Your task is to return the data below, word for word.

-- EXCERPTED RECORDS follows --

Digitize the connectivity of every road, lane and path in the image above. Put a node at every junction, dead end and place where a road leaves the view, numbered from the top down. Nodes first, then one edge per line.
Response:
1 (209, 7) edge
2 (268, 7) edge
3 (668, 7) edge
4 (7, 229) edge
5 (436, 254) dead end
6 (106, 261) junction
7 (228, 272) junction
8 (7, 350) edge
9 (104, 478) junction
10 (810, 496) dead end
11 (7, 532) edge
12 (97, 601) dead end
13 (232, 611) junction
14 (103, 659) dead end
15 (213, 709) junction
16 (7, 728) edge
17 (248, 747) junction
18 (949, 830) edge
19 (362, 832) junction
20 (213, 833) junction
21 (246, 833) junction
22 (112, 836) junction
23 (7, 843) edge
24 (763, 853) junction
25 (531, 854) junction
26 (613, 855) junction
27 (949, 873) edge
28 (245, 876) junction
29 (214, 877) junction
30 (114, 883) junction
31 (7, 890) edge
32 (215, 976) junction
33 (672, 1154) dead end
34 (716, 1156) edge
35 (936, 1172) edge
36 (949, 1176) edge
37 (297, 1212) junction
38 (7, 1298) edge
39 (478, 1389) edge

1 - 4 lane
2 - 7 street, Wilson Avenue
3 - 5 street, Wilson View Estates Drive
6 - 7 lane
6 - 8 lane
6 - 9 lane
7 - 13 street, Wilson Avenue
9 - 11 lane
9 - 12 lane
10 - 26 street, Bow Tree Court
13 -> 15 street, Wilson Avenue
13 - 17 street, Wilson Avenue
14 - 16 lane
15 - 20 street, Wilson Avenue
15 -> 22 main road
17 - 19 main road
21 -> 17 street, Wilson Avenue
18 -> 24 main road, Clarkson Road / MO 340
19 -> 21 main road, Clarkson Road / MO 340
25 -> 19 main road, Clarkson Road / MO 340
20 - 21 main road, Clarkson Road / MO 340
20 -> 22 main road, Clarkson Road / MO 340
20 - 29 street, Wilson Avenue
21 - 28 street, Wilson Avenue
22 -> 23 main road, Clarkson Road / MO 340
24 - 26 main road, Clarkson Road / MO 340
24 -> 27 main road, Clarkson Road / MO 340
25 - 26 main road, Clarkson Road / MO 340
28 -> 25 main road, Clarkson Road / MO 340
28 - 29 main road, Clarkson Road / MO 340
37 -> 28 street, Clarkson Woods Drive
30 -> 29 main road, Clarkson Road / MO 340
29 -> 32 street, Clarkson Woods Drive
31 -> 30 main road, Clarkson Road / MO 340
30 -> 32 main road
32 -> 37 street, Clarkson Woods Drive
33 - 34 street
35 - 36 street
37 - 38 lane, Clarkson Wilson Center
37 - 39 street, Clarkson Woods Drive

-- EXCERPTED RECORDS concluded --

YOUR SOLUTION:
Digitize the connectivity of every road, lane and path in the image above. Put a node at every junction, dead end and place where a road leaves the view, numbered from the top down. Nodes first, then one edge per line.
Response:
1 (209, 7) edge
2 (268, 7) edge
3 (668, 7) edge
4 (7, 229) edge
5 (436, 254) dead end
6 (106, 261) junction
7 (228, 272) junction
8 (7, 350) edge
9 (104, 478) junction
10 (810, 496) dead end
11 (7, 532) edge
12 (97, 601) dead end
13 (232, 611) junction
14 (103, 659) dead end
15 (213, 709) junction
16 (7, 728) edge
17 (248, 747) junction
18 (949, 830) edge
19 (362, 832) junction
20 (213, 833) junction
21 (246, 833) junction
22 (112, 836) junction
23 (7, 843) edge
24 (763, 853) junction
25 (531, 854) junction
26 (613, 855) junction
27 (949, 873) edge
28 (245, 876) junction
29 (214, 877) junction
30 (114, 883) junction
31 (7, 890) edge
32 (215, 976) junction
33 (672, 1154) dead end
34 (716, 1156) edge
35 (936, 1172) edge
36 (949, 1176) edge
37 (297, 1212) junction
38 (7, 1298) edge
39 (478, 1389) edge

1 - 4 lane
2 - 7 street, Wilson Avenue
3 - 5 street, Wilson View Estates Drive
6 - 7 lane
6 - 8 lane
6 - 9 lane
7 - 13 street, Wilson Avenue
9 - 11 lane
9 - 12 lane
10 - 26 street, Bow Tree Court
13 -> 15 street, Wilson Avenue
13 - 17 street, Wilson Avenue
14 - 16 lane
15 - 20 street, Wilson Avenue
15 -> 22 main road
17 - 19 main road
21 -> 17 street, Wilson Avenue
18 -> 24 main road, Clarkson Road / MO 340
19 -> 21 main road, Clarkson Road / MO 340
25 -> 19 main road, Clarkson Road / MO 340
20 - 21 main road, Clarkson Road / MO 340
20 -> 22 main road, Clarkson Road / MO 340
20 - 29 street, Wilson Avenue
21 - 28 street, Wilson Avenue
22 -> 23 main road, Clarkson Road / MO 340
24 - 26 main road, Clarkson Road / MO 340
24 -> 27 main road, Clarkson Road / MO 340
25 - 26 main road, Clarkson Road / MO 340
28 -> 25 main road, Clarkson Road / MO 340
28 - 29 main road, Clarkson Road / MO 340
37 -> 28 street, Clarkson Woods Drive
30 -> 29 main road, Clarkson Road / MO 340
29 -> 32 street, Clarkson Woods Drive
31 -> 30 main road, Clarkson Road / MO 340
30 -> 32 main road
32 -> 37 street, Clarkson Woods Drive
33 - 34 street
35 - 36 street
37 - 38 lane, Clarkson Wilson Center
37 - 39 street, Clarkson Woods Drive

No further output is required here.